Global health 2019 semester two review – part 2 of 2

Reading time: 5 mins.

It’s the end of our second and final semester. What a whirlwind that was! In this final review I’ll be reflecting on the thesis process and hopefully giving some insight into what to expect for those starting the MSc in September and those who are contemplating applying.

Finding a supervisor

This can start as soon as you start the master’s. You can either find your own supervisor using your initiative, scouring the website for the project groups or come with a ready-made project. Alternatively, you can wait for a list of supervisors with projects provided by the department. I’ve written a little bit more about this in my review of the first semester.

President Obama standing tall with his arms crossed and smiling in the Oval office of the White House.
The ideal supervisor – one can dream. The Oval Office, Dec. 6, 2012. (Official White House Photo by Pete Souza)

Project outline and proposal

You’re given a few weeks to cobble together a thesis outline and proposal, revolving around your research questions. All this needs to be done whilst you’re catching up with family and friends back home over the festive season.

During the first week back you’ll be up in front of the class and degree project course leaders describing your plan for the next five months. Little did we know what was lying ahead! Our best made (sometimes overly ambitious) plans would be challenged.

The course leaders, I sincerely hope you have the same ones, were there to guide us, pointing out what would be too much in the time frame and which elements of our research we might need to focus on or change to produce the best work possible.

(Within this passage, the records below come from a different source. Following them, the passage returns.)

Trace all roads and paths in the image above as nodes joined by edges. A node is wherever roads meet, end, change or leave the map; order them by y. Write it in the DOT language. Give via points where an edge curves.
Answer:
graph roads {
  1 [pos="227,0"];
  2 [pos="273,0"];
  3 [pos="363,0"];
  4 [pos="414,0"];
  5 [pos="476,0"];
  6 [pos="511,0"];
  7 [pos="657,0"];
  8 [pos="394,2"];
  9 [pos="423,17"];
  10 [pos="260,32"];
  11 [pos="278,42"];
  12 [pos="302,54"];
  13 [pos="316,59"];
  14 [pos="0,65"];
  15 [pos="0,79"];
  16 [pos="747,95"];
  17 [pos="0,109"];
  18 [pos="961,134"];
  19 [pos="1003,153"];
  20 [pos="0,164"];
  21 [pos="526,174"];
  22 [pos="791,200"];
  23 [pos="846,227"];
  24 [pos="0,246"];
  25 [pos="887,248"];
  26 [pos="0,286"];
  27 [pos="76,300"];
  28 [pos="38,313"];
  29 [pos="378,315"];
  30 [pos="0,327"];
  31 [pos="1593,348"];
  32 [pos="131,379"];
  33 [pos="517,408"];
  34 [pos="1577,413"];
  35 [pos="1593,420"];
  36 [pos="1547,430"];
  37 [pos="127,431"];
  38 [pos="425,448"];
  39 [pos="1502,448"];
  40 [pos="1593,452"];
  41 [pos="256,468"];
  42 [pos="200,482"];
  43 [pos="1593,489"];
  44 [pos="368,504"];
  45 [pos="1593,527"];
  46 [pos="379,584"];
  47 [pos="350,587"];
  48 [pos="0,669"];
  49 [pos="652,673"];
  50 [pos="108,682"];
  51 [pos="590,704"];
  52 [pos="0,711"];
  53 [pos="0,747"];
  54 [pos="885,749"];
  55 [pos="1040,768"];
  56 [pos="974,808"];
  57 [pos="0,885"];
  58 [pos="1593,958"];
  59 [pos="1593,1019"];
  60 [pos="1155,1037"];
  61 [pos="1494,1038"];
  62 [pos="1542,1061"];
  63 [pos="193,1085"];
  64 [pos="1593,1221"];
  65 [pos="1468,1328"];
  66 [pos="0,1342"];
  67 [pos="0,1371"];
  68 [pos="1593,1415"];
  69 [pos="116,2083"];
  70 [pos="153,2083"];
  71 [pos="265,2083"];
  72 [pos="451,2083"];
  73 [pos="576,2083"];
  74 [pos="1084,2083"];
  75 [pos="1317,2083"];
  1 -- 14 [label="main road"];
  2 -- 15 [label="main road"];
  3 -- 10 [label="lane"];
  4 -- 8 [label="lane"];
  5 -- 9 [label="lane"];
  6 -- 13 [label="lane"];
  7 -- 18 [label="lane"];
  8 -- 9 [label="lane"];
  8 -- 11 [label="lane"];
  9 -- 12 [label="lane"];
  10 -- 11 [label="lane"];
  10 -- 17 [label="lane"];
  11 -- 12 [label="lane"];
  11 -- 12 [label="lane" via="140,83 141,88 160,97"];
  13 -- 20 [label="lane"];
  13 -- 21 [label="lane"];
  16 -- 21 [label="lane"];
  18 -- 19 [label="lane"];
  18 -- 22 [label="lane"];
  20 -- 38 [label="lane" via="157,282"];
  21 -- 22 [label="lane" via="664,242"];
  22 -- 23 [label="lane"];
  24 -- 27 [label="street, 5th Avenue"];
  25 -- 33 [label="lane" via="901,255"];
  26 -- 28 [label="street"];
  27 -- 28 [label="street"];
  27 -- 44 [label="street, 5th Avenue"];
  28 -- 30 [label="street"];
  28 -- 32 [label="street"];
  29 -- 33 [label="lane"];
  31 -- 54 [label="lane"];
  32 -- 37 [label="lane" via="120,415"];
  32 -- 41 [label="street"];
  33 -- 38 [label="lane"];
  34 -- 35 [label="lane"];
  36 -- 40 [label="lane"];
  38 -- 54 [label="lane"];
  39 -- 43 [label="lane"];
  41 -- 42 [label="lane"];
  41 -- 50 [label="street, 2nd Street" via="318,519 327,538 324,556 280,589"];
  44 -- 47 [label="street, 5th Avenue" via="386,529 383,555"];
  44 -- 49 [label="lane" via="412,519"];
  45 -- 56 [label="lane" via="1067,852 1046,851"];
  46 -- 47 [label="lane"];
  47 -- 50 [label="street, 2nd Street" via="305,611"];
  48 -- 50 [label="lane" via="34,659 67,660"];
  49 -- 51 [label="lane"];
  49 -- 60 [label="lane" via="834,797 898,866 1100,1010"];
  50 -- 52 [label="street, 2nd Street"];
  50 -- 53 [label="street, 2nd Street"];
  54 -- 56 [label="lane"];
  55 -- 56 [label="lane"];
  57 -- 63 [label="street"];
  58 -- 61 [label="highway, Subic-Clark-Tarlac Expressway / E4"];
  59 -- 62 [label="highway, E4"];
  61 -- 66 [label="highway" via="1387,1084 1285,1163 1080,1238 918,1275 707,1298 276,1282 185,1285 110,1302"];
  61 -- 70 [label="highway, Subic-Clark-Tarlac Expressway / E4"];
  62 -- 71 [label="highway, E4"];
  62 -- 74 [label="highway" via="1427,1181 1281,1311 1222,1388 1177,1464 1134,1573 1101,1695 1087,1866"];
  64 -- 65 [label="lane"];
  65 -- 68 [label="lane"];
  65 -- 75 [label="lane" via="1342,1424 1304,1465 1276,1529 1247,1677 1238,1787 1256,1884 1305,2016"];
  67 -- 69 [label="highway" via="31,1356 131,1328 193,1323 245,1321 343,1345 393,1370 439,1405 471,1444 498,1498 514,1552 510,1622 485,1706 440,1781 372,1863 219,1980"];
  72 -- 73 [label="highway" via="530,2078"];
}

Ultimately, what we went forward and did was up to us, but with their experience and wise words – what they forecast usually happened.

Half-time

So… in the midst of other modules that demand a lot of your time, you’re preparing for half-time. Half-time is where you present pretty much half of your thesis (methods and results). In the lead up, there might have been changed supervisors, altered projects, receipt of the wrong dataset and crashing laptops. Somehow, one by one, each student presents a cohesive piece of work that the course leaders proceed to critique. Again, to make it the best piece of work that you can produce.

A tired female student with her head slumped down on the desk. She also has a pile of books beside her indicating she is tired and studying.

The months in between half-time and submission

I think this section is so individual to each student. The issues I mentioned above could still be ongoing. What our class did was form small groups of support that were bound by many things such as the type of thesis, issues they were facing or locations they preferred working in. All I can say is don’t go it alone, it can be an isolating time and I would recommend finding “your people”, to help carry you through this period.

A defence?

Some of you will be thinking what is that? In some countries, this is more commonly done for PhDs exclusively. I might make it clearer by calling it a, “viva”. If this doesn’t help here’s a little explanation. It’s a chance for the student to present their body of work and defend it in front of examiners, fellow students, the course leaders and any invited guests. In Sweden or at least at KI, theses defences/vivas are open to guests and sometimes the general public.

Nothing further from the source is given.